Data for this exercise START

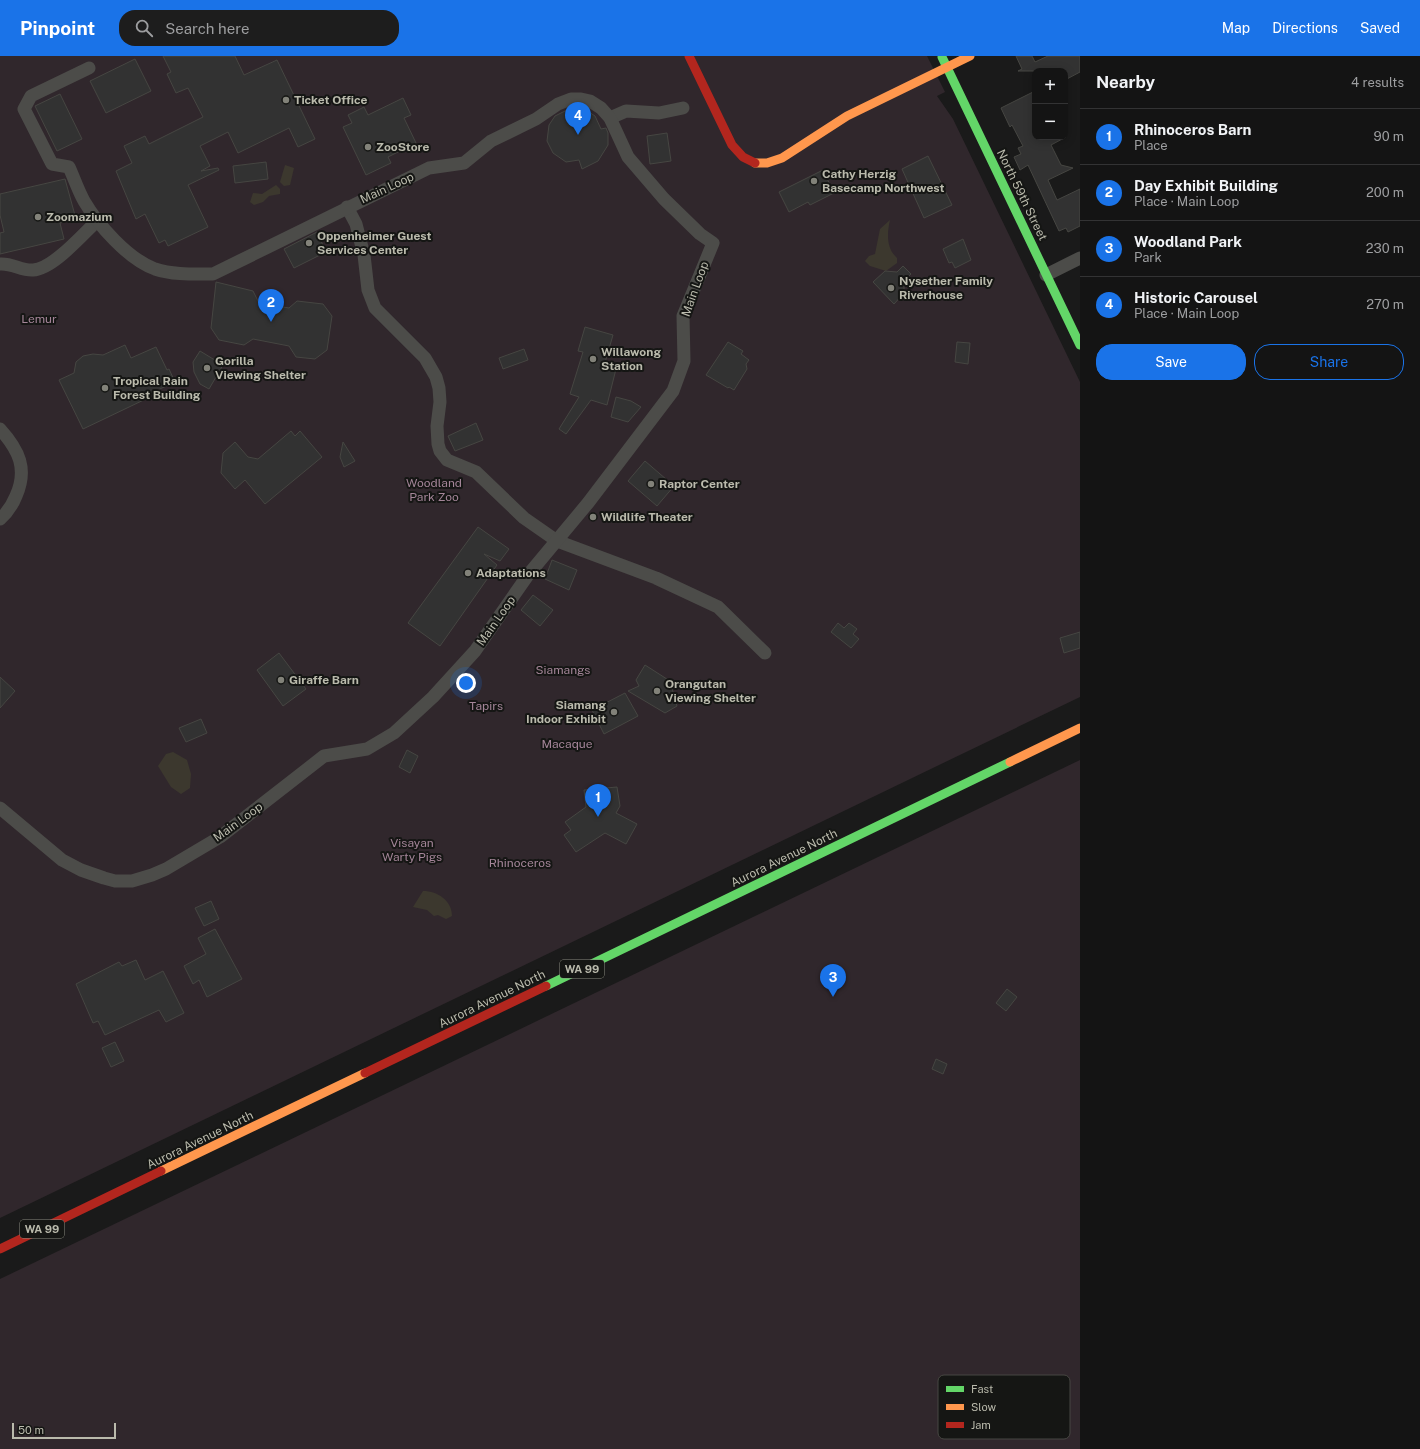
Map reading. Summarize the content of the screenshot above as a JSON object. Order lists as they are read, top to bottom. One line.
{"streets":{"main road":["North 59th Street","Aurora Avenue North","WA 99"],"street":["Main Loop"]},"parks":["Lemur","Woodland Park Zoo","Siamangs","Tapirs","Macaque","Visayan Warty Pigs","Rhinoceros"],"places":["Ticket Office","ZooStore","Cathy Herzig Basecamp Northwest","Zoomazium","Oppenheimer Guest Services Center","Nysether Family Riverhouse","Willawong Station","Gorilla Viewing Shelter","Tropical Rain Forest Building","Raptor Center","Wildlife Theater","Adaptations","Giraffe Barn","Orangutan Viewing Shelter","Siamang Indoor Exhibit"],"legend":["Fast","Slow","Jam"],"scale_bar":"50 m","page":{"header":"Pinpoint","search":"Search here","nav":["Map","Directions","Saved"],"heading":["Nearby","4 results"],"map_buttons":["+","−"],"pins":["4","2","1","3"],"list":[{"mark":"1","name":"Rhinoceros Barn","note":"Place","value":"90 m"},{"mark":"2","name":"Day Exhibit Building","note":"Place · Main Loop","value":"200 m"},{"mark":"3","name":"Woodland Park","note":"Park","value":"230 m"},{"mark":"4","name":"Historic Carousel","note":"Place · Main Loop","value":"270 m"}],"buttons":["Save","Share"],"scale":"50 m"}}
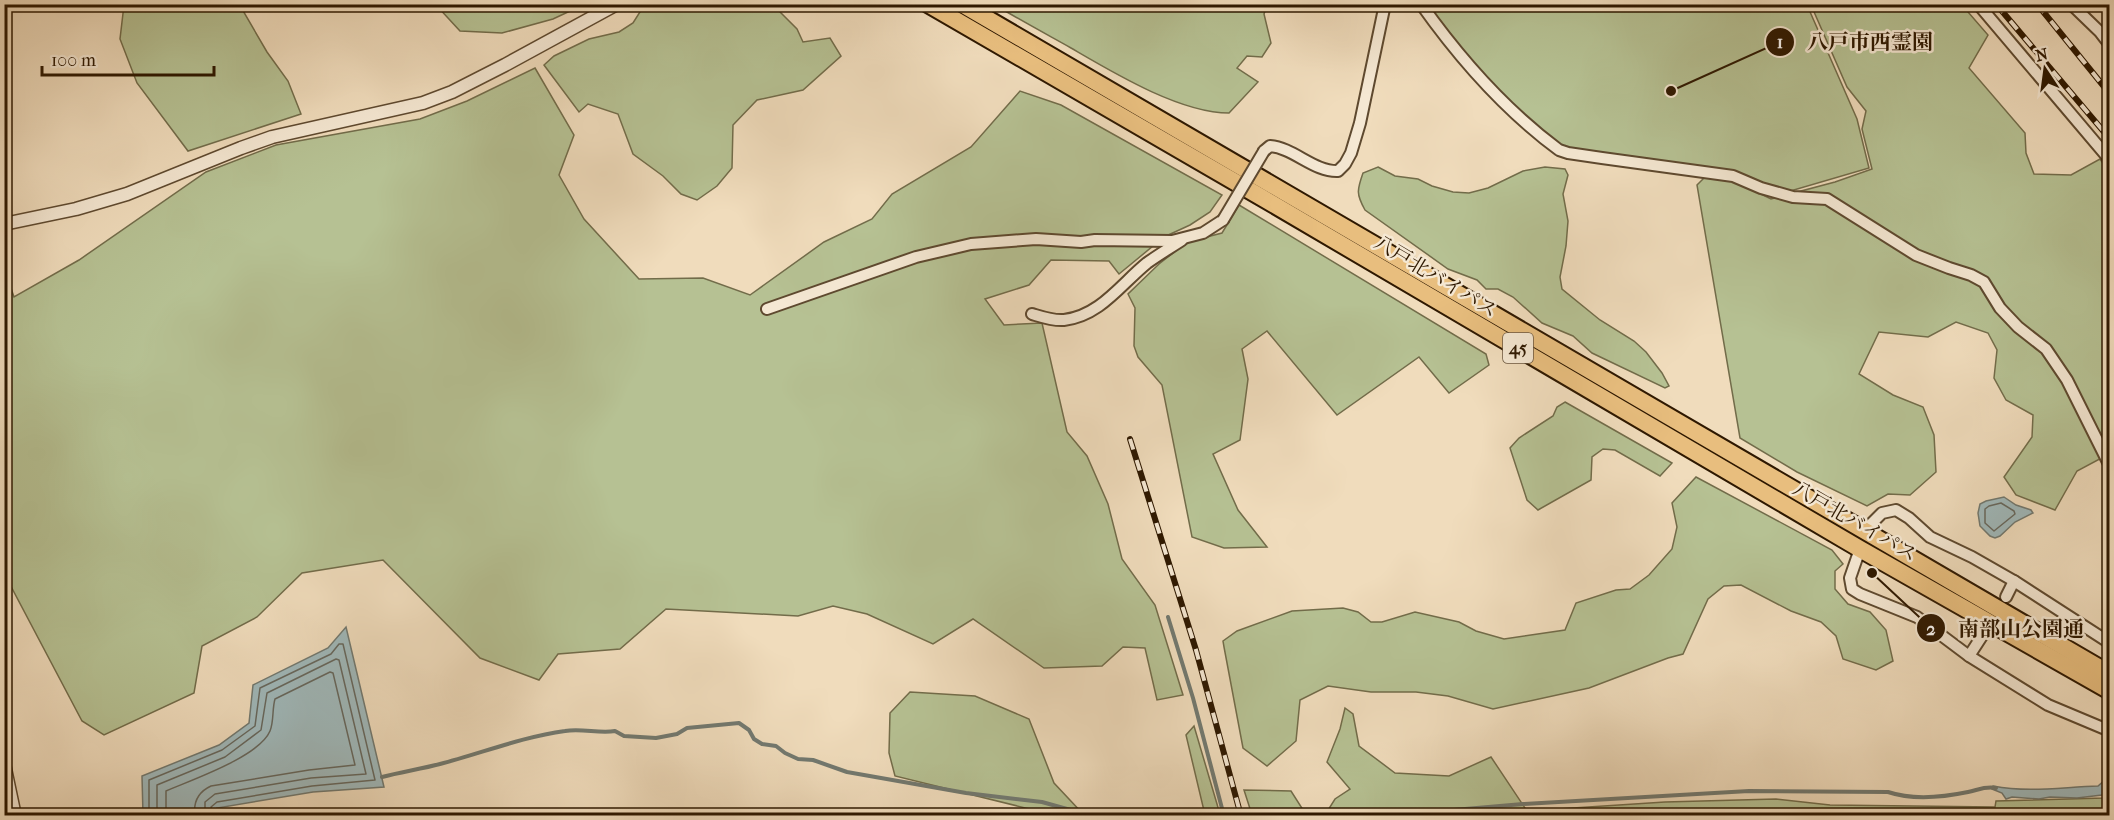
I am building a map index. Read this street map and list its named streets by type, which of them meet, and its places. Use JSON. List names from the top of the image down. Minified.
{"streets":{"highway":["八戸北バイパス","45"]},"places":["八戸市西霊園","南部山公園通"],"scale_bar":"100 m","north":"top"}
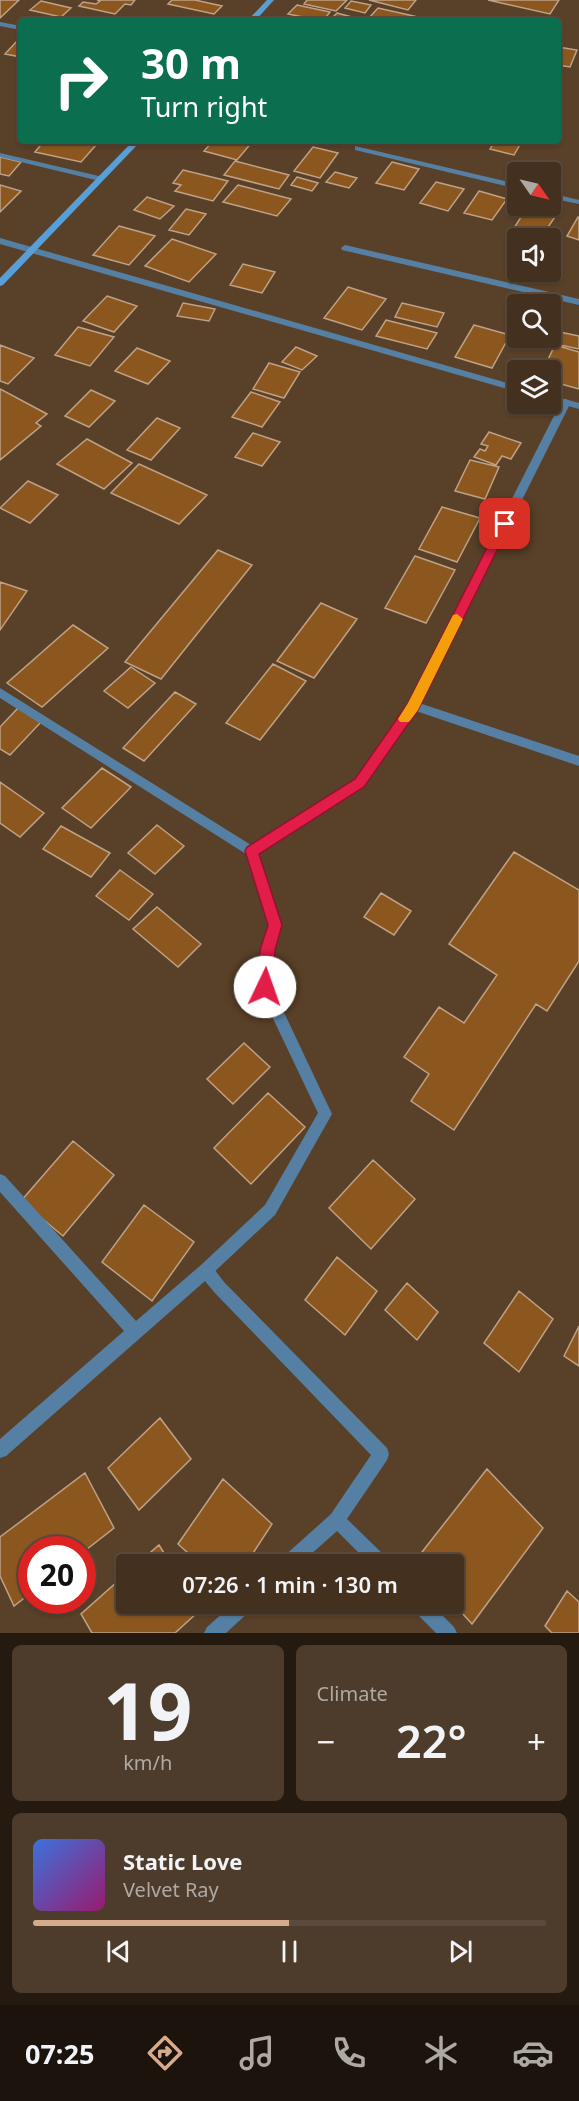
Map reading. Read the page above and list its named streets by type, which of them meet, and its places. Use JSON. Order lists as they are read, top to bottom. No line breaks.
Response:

Data for this exercise END

- **What you need to do**
Repeat the lines above precisely and skip every picture.

- **Solution below**
Map reading. Summarize the content of the screenshot above as a JSON object. Order lists as they are read, top to bottom. One line.
{"streets":{"main road":["North 59th Street","Aurora Avenue North","WA 99"],"street":["Main Loop"]},"parks":["Lemur","Woodland Park Zoo","Siamangs","Tapirs","Macaque","Visayan Warty Pigs","Rhinoceros"],"places":["Ticket Office","ZooStore","Cathy Herzig Basecamp Northwest","Zoomazium","Oppenheimer Guest Services Center","Nysether Family Riverhouse","Willawong Station","Gorilla Viewing Shelter","Tropical Rain Forest Building","Raptor Center","Wildlife Theater","Adaptations","Giraffe Barn","Orangutan Viewing Shelter","Siamang Indoor Exhibit"],"legend":["Fast","Slow","Jam"],"scale_bar":"50 m","page":{"header":"Pinpoint","search":"Search here","nav":["Map","Directions","Saved"],"heading":["Nearby","4 results"],"map_buttons":["+","−"],"pins":["4","2","1","3"],"list":[{"mark":"1","name":"Rhinoceros Barn","note":"Place","value":"90 m"},{"mark":"2","name":"Day Exhibit Building","note":"Place · Main Loop","value":"200 m"},{"mark":"3","name":"Woodland Park","note":"Park","value":"230 m"},{"mark":"4","name":"Historic Carousel","note":"Place · Main Loop","value":"270 m"}],"buttons":["Save","Share"],"scale":"50 m"}}
I am building a map index. Read this street map and list its named streets by type, which of them meet, and its places. Use JSON. List names from the top of the image down. Minified.
{"streets":{"highway":["八戸北バイパス","45"]},"places":["八戸市西霊園","南部山公園通"],"scale_bar":"100 m","north":"top"}
Map reading. Read the page above and list its named streets by type, which of them meet, and its places. Use JSON. Order lists as they are read, top to bottom. No line breaks.
Response:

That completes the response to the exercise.